You are not using sig_child() as intended.  When used as intended, sig_child() 
will prevent shutdown until the child process has exited and has been reaped.  
The timing issues you're worried about should not exist.

-- 
Rocco Caputo <rcap...@pobox.com>

On Mar 24, 2014, at 11:44, albertocurro <albertocu...@zoho.com> wrote:

> Hi Rocco,
> 
> many thanks for your quick answer! Unfortunately, the provided solution only 
> works partially. I still have some cases where the "fork bomb" message is 
> here with us :(
> 
>  One of the cases is this one: under some configuration, an instance of nginx 
> is started, so our product writes the configuration file and starts the Nginx 
> instance pointing to that configuration file. BUT, if the configuration file 
> could not be written (directory does not exist, etc), then the error raises, 
> and I've not found any way to handle it:
> 
> DEBUG - Created nginx temporary directory /opt/tmp/pull/instance1
> DEBUG - Created nginx configuration directory /opt/etc/pull/instance1
> DEBUG - Created nginx log directory /opt/log/pull/instance1
> DEBUG - creating nginx configfile for instance 1 in /opt/etc/pull/instance1
> === 13991 === !!! Kernel has 1 child process(es).

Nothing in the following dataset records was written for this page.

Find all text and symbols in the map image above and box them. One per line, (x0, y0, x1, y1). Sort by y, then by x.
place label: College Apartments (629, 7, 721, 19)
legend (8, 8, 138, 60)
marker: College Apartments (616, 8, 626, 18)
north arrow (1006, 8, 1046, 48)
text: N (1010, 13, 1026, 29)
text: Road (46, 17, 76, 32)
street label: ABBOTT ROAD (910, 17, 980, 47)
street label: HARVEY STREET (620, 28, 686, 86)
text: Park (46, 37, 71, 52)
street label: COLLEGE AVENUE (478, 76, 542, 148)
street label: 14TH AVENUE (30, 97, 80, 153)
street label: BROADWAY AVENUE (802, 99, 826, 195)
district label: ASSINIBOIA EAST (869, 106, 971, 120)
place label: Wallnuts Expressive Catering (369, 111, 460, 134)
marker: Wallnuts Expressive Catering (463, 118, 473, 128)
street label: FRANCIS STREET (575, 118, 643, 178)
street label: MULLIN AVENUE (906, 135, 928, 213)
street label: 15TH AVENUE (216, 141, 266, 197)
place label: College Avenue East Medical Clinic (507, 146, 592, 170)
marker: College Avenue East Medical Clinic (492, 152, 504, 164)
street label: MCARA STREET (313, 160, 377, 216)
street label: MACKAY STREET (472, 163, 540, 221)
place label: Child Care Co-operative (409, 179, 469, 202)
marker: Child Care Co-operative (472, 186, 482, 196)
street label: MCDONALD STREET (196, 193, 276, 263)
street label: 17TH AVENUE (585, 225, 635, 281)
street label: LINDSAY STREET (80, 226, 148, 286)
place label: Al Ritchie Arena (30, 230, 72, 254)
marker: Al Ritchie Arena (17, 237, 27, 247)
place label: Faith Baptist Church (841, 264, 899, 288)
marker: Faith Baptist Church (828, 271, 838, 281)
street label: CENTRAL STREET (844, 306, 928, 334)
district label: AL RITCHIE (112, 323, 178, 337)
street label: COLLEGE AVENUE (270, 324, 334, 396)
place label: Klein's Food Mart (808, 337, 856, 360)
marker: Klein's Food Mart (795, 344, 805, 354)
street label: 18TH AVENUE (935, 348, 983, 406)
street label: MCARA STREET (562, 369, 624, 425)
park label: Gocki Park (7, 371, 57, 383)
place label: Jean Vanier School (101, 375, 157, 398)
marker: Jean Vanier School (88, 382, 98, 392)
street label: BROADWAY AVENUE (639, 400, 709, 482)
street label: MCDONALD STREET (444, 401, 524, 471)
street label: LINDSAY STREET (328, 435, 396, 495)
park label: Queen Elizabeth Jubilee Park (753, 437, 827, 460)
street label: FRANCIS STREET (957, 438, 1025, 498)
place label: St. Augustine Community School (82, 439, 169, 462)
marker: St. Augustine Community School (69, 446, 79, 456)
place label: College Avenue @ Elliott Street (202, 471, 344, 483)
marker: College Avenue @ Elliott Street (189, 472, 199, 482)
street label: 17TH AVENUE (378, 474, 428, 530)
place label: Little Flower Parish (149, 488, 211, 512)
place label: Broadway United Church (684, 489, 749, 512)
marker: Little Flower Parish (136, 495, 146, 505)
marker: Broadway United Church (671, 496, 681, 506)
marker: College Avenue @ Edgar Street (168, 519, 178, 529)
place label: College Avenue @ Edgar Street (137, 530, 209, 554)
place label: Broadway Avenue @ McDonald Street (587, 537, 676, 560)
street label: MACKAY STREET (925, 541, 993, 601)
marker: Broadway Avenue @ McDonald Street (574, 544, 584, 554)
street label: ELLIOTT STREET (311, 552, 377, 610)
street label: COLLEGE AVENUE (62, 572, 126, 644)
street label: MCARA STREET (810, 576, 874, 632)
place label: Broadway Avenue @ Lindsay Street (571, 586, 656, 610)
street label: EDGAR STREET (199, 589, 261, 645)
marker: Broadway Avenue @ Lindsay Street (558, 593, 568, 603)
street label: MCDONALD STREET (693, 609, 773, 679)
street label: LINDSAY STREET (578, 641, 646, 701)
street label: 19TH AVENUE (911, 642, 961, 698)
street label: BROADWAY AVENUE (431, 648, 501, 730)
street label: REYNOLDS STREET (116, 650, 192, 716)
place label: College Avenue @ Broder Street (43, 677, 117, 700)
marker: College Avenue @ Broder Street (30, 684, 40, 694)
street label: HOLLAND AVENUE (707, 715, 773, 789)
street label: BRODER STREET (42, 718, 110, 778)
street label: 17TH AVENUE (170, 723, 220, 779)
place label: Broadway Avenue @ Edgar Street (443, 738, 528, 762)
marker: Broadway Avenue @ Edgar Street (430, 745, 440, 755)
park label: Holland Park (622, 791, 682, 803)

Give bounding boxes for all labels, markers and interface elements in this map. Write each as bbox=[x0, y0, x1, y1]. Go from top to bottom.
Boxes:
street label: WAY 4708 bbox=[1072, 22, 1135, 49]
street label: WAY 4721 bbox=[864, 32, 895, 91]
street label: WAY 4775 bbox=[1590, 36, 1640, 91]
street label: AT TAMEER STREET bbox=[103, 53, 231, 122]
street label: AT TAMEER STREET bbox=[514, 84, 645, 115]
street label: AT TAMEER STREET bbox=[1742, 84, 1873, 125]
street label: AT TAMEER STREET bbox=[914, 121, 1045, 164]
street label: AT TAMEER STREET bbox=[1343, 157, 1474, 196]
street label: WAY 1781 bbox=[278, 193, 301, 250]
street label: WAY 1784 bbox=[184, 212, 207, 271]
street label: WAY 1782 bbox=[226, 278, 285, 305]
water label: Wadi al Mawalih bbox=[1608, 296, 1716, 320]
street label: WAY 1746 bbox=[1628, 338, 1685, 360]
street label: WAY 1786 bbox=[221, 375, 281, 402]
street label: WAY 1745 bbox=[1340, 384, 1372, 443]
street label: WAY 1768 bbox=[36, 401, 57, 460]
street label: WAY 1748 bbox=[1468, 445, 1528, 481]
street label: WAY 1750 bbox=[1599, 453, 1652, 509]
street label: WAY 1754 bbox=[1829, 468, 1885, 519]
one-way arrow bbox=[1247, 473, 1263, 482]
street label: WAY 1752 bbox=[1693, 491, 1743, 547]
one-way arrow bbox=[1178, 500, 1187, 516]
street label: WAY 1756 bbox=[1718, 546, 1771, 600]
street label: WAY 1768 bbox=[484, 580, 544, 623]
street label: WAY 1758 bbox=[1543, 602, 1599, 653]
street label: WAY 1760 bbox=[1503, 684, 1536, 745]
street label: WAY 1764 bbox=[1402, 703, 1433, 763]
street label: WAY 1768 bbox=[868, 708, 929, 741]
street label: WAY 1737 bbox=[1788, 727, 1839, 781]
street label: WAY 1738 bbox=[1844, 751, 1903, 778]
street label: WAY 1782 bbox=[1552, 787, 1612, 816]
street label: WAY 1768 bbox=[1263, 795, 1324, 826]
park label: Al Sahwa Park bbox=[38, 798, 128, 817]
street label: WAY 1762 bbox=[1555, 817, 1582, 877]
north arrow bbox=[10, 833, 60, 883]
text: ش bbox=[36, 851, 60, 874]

> === 13991 === !!! At least one child process is still running when 
> POE::Kernel->run() is ready to return.
> === 13991 === !!! Be sure to use sig_child() to reap child processes.

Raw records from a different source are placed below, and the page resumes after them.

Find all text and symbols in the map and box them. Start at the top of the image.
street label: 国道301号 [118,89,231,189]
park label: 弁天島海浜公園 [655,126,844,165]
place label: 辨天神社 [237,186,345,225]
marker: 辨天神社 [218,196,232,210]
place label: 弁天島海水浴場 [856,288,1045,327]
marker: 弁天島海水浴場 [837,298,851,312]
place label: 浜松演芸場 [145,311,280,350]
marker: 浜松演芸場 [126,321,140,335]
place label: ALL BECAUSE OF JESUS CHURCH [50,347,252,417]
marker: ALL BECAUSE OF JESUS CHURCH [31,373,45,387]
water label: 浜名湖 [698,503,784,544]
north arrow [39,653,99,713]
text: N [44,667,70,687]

> === 13991 === !!! In extreme cases, failure to reap child processes has
> === 13991 === !!! resulted in a slow 'fork bomb' that has halted systems.
> Could not open file: No such file or directory
> 
> I've added a DIE handler in the main session to try to handle this:
> 
> $sig_session = POE::Session->create(
>    inline_states => {
>        _start => sub {
>            $_[HEAP]{RELOADED} = 0;
>            $_[KERNEL]->sig(TERM => '_sigterm');
>            $_[KERNEL]->sig(INT => '_sigterm');
>            $_[KERNEL]->sig(DIE => '_sigterm');
>            $_[KERNEL]->sig(nginx_reload => '_sig_nginx_reload');
>            $_[KERNEL]->alias_set('sighandler');
>        },
>        _sigdie => sub {
>            print "Handling exception, calling stop";
>            POE::Kernel->call($sig_session, '_stop');
>        },
>        _stop => sub {
>            # Reap any existing pid (# 1825119)

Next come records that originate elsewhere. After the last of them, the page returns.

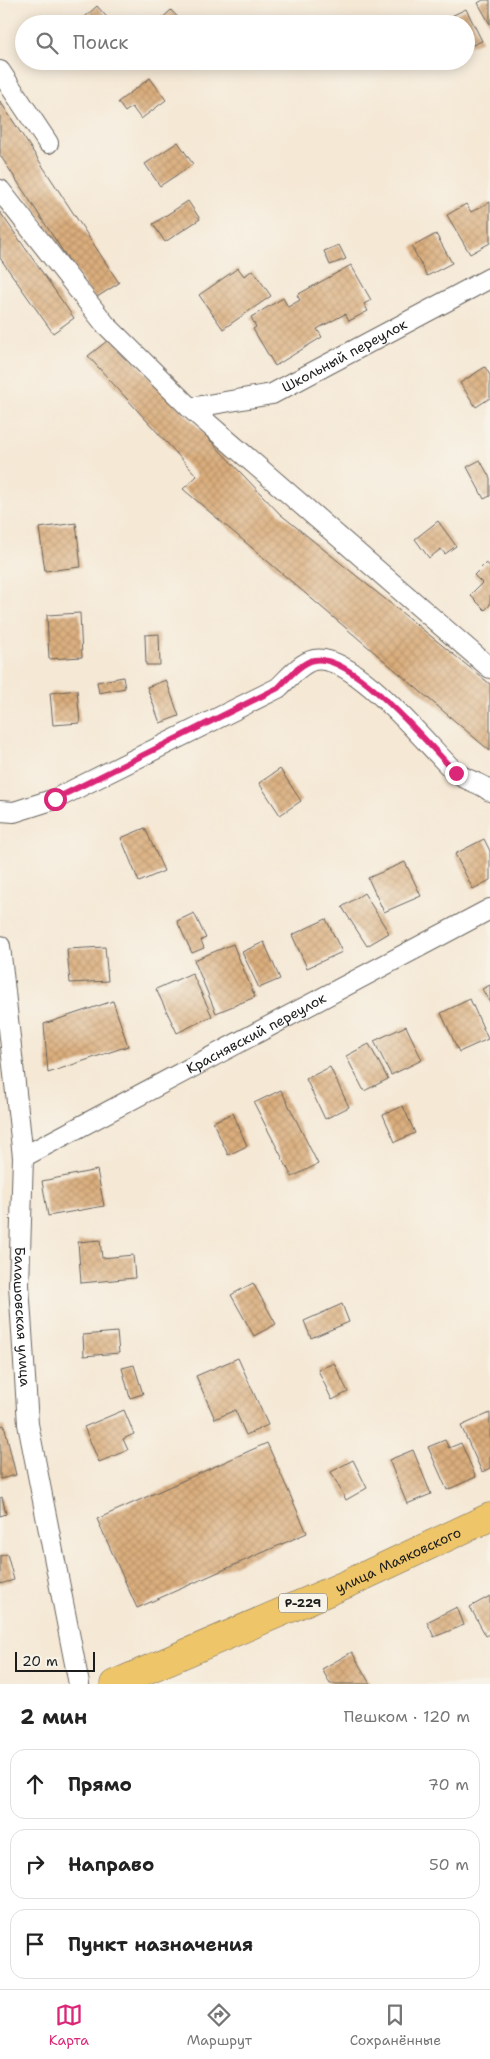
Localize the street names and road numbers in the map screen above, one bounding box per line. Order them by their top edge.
street label: Школьный переулок [279,315,410,396]
street label: Краснявский переулок [183,988,330,1078]
street label: Балашовская улица [10,1246,35,1387]
street label: улица Маяковского [332,1523,464,1597]
road number: Р-229 [279,1594,327,1612]

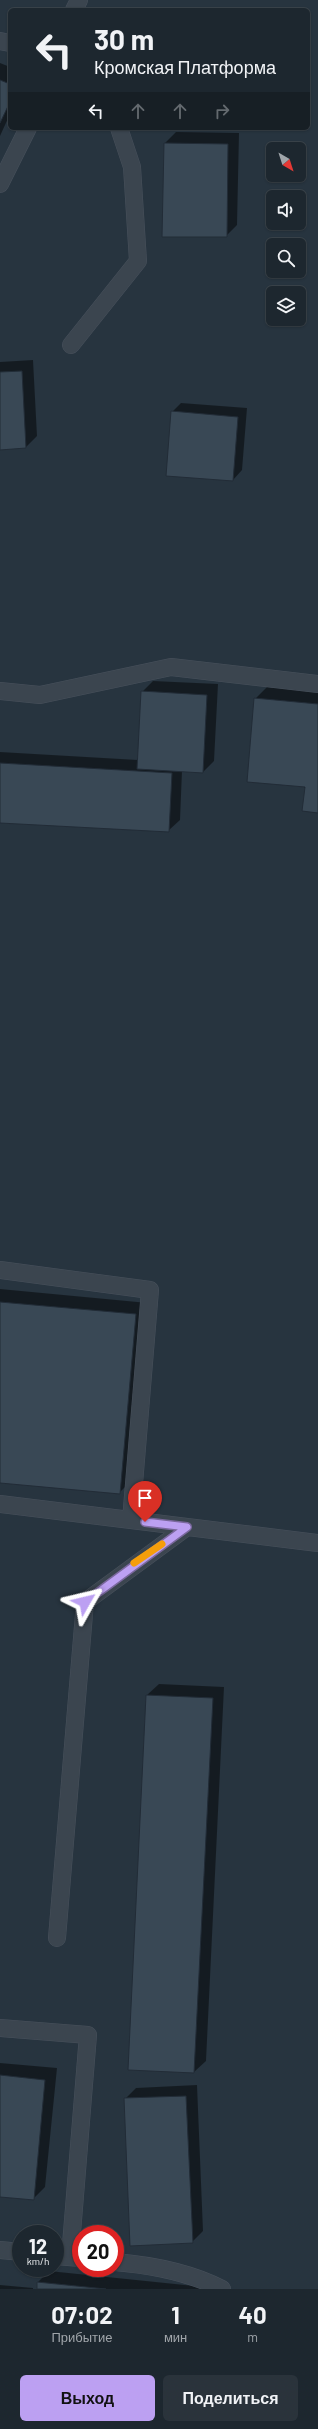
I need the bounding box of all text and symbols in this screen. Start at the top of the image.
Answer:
text: 30 m [94,22,154,56]
icon: left [28,24,80,76]
text: Кромская Платформа [94,56,276,78]
icon: left [85,100,107,122]
icon: ahead [127,100,149,122]
icon: ahead [169,100,191,122]
icon: right [211,100,233,122]
north arrow [266,142,306,182]
map controls [266,142,306,326]
button: sound [266,190,306,230]
button: search [266,238,306,278]
button: layers [266,286,306,326]
pin [128,1481,162,1522]
icon: arrive [134,1487,156,1509]
position arrow [64,1581,106,1623]
speed limit sign: 20 [72,2225,124,2277]
text: 12 [29,2234,47,2258]
text: km/h [27,2255,49,2267]
text: 07:02 [51,2300,113,2329]
text: 1 [171,2300,180,2329]
text: 40 [239,2300,267,2329]
text: Прибытие [51,2329,113,2345]
text: мин [164,2329,187,2345]
text: m [247,2329,258,2345]
button: Выход [20,2375,155,2421]
button: Поделиться [163,2375,298,2421]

>            print "Handling stop";
>            POE::Kernel->sig_child();
>            use POSIX ":sys_wait_h";
>            1 while waitpid(WNOHANG, -1) > 0;
> 
>            # Clear signal handlers...
>            $_[KERNEL]->sig('TERM');
> 
> But, as said above, it's not working. Checking POE's code, I can see the 
> message lines are generated in Resources/Signals.pm, under 
> _data_sig_finalize() method (where POE is already doing the same you 
> recommended me, waiting for the pid).
> 
> But _data_sig_finalize() method is called in Kernel.pm just after 
> unregistered all the signals (Kernel.pm => _finalize_kernel):
> 
> my $self = shift;
> 
>  # Disable signal watching since there's now no place for them to go.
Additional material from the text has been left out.